AStarBot – Backend for a Personal AI Portfolio Assistant

AStarBot is a backend-only Retrieval-Augmented Generation (RAG) system designed to power a personal AI assistant for Avrodeep Pal. The system answers questions about education, projects, skills, and interests using a curated knowledge base and modern large language models, while maintaining strict control over accuracy, tone, and scope.

This project prioritizes engineering clarity, determinism, and maintainability over autonomous or agent-based behavior.

1. Project Motivation

Personal portfolio chatbots often suffer from one or more of the following issues:

hallucinated or exaggerated information
poor grounding in verified data
excessive framework abstraction (agents, tools, orchestration layers)
fragile session memory implementations
unclear separation between data, prompts, and model logic

AStarBot was built to address these issues by following a few core principles:

All factual answers must come from retrieved data
Memory should be explicit, bounded, and inspectable
The backend should remain stateless
Complexity should be earned, not assumed

2. System Overview

AStarBot is a classic RAG pipeline with a deliberately minimal surface area.

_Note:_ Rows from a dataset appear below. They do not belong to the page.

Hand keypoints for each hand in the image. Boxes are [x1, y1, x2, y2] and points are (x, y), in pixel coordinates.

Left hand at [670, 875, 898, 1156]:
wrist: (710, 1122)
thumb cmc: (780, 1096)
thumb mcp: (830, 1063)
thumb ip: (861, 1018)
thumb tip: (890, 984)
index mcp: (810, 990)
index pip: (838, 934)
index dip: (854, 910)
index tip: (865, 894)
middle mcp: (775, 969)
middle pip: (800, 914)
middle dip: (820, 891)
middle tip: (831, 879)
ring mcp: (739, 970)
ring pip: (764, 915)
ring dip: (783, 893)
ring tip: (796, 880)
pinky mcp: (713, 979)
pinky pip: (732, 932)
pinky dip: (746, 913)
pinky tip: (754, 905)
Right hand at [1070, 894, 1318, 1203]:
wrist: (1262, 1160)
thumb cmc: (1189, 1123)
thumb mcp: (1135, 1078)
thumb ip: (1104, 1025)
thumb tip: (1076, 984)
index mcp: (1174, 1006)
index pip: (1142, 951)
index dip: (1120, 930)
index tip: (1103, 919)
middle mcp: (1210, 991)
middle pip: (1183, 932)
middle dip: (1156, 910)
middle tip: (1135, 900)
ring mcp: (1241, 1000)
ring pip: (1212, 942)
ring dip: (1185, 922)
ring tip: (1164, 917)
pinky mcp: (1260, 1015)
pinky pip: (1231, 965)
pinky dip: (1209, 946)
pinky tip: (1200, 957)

At a high level, the system performs the following steps for every query:

Embed the user query
Retrieve the top-k most relevant knowledge entries
Assemble a constrained prompt using:
- system identity
- hard safety rules
- retrieved context
- summarized conversation memory
Invoke an LLM to generate a response
Optionally update the conversation summary
Return the answer and updated summary to the client

The backend itself does not store sessions or user state.

3. Architectural Design

3.1 High-Level Data Flow

Client (CLI / Frontend)
        |
        |  question, recent_messages, summary
        v
FastAPI (/chat)
        |
        v
RAG Engine
 ├── Retriever (Pinecone, k=3)
 ├── Prompt Builder
 ├── Primary LLM
 ├── Fallback LLM
 └── Summarization LLM (optional)
        |
        v
Response + Updated Summary

3.2 Stateless Memory via Summarization

Rather than using Redis or server-side session storage, AStarBot uses stateless summarized memory:

The client sends:
- recent conversation turns (bounded window)
- a short summary of earlier conversation
When the window grows beyond a threshold, the backend:
- generates a new summary using a lightweight LLM
- returns the updated summary to the client
The client stores and sends this summary on the next request

This approach has several advantages:

no external memory infrastructure
no session coupling to a specific server instance
easy horizontal scaling
explicit, inspectable memory state

4. Knowledge Base Design

4.1 Data Format

All knowledge is stored in JSON files under /data.

Each entry contains:

a semantic ID (stable, human-readable)
text content
descriptive tags

Example:

{
  "id": "project-002",
  "text": "Built a stock price prediction model using LSTM networks...",
  "tags": ["project", "machine-learning", "lstm"]
}

Design choices:

Semantic IDs are preferred over UUIDs for debuggability
No chunking is used; each JSON entry maps to one vector
The dataset is assumed to be curated and relatively small

4.2 Embedding & Indexing

Embeddings are generated using sentence-transformers/all-MiniLM-L6-v2
Vector dimensionality: 384
Similarity metric: cosine
Storage: Pinecone

The ingestion script (scripts/embed.py) performs a full rebuild:

deletes all existing vectors in the namespace
re-embeds all JSON entries
upserts them with metadata

This makes the process idempotent and avoids stale or duplicated data.

5. Retrieval Strategy

Top-k retrieval (k = 3)
No metadata filtering at query time
Metadata is preserved for future extensions (e.g., scoring, tone control)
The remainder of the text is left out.